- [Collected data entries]
· · · ·

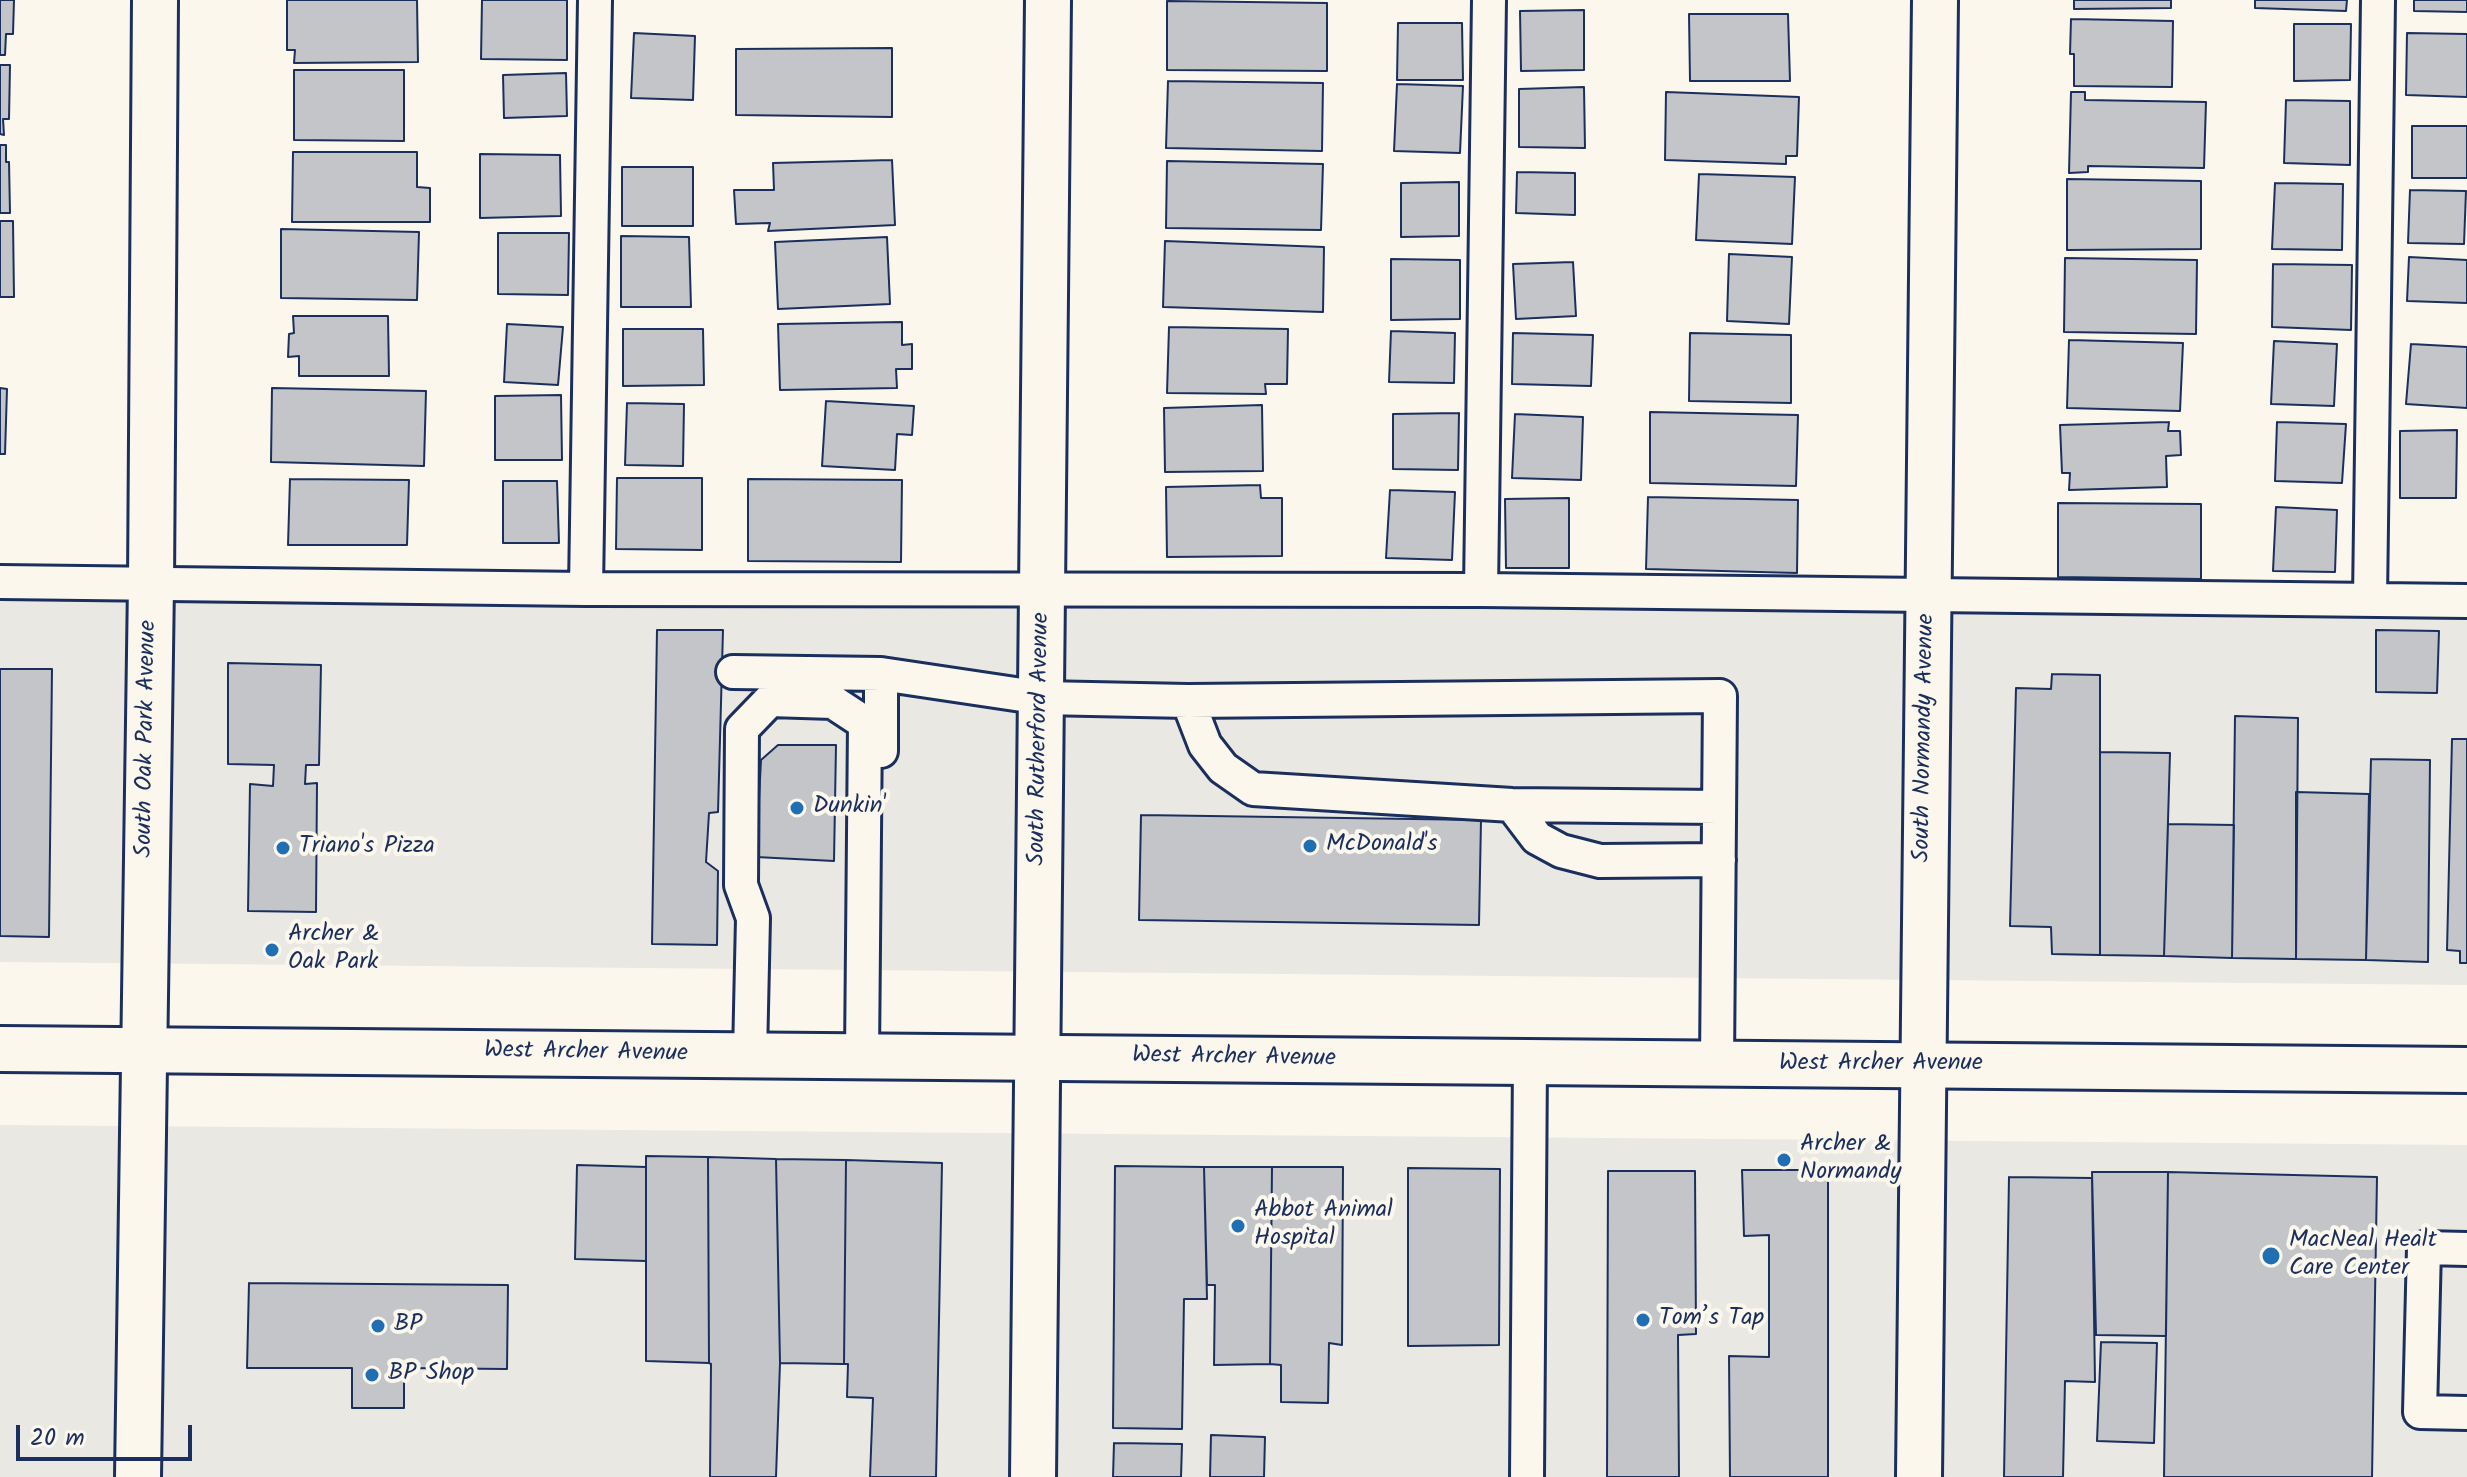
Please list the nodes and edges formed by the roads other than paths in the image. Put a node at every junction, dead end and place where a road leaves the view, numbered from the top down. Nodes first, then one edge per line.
1 (155, 0) edge
2 (595, 0) edge
3 (1048, 0) edge
4 (1489, 0) edge
5 (1935, 0) edge
6 (2378, 0) edge
7 (0, 582) edge
8 (151, 584) junction
9 (586, 589) junction
10 (1043, 589) junction
11 (1481, 590) junction
12 (2370, 599) junction
13 (2467, 601) edge
14 (1928, 603) junction
15 (733, 672) dead end
16 (881, 674) junction
17 (1042, 698) junction
18 (1188, 701) junction
19 (1512, 805) junction
20 (1719, 807) junction
21 (1719, 860) junction
22 (864, 896) junction
23 (0, 1049) edge
24 (144, 1050) junction
25 (750, 1055) junction
26 (862, 1056) junction
27 (1036, 1057) junction
28 (1530, 1062) junction
29 (1717, 1064) junction
30 (1922, 1065) junction
31 (2467, 1070) edge
32 (2467, 1249) edge
33 (2467, 1413) edge
34 (138, 1477) edge
35 (1033, 1477) edge
36 (1527, 1477) edge
37 (1919, 1477) edge

1 - 8 street, South Oak Park Avenue
2 - 9 lane
3 - 10 street, South Rutherford Avenue
4 - 11 lane
5 - 14 street, South Normandy Avenue
6 - 12 lane
7 - 8 lane
8 - 9 lane
8 - 24 street, South Oak Park Avenue
9 - 10 lane
10 - 11 lane
10 - 17 street, South Rutherford Avenue
11 - 14 lane
12 - 13 lane
12 - 14 lane
14 - 30 street, South Normandy Avenue
15 - 16 lane
16 - 17 lane
16 - 22 lane
17 - 18 lane
17 - 27 street, South Rutherford Avenue
18 - 19 lane
18 - 20 lane
19 - 20 lane
19 - 21 lane
20 - 21 lane
21 - 29 lane
22 - 25 lane
22 - 26 lane
23 - 24 street, West Archer Avenue
24 - 25 street, West Archer Avenue
24 - 34 street, South Oak Park Avenue
25 - 26 street, West Archer Avenue
26 - 27 street, West Archer Avenue
27 - 28 street, West Archer Avenue
27 - 35 street, South Rutherford Avenue
28 - 29 street, West Archer Avenue
28 - 36 lane
29 - 30 street, West Archer Avenue
30 - 31 street, West Archer Avenue
30 - 37 street, South Normandy Avenue
32 - 33 lane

· · · ·

- [Try it]
Out of the preceding entries, pull every line containing the string "Archer".

- [Solution to the problem]
23 - 24 street, West Archer Avenue
24 - 25 street, West Archer Avenue
25 - 26 street, West Archer Avenue
26 - 27 street, West Archer Avenue
27 - 28 street, West Archer Avenue
28 - 29 street, West Archer Avenue
29 - 30 street, West Archer Avenue
30 - 31 street, West Archer Avenue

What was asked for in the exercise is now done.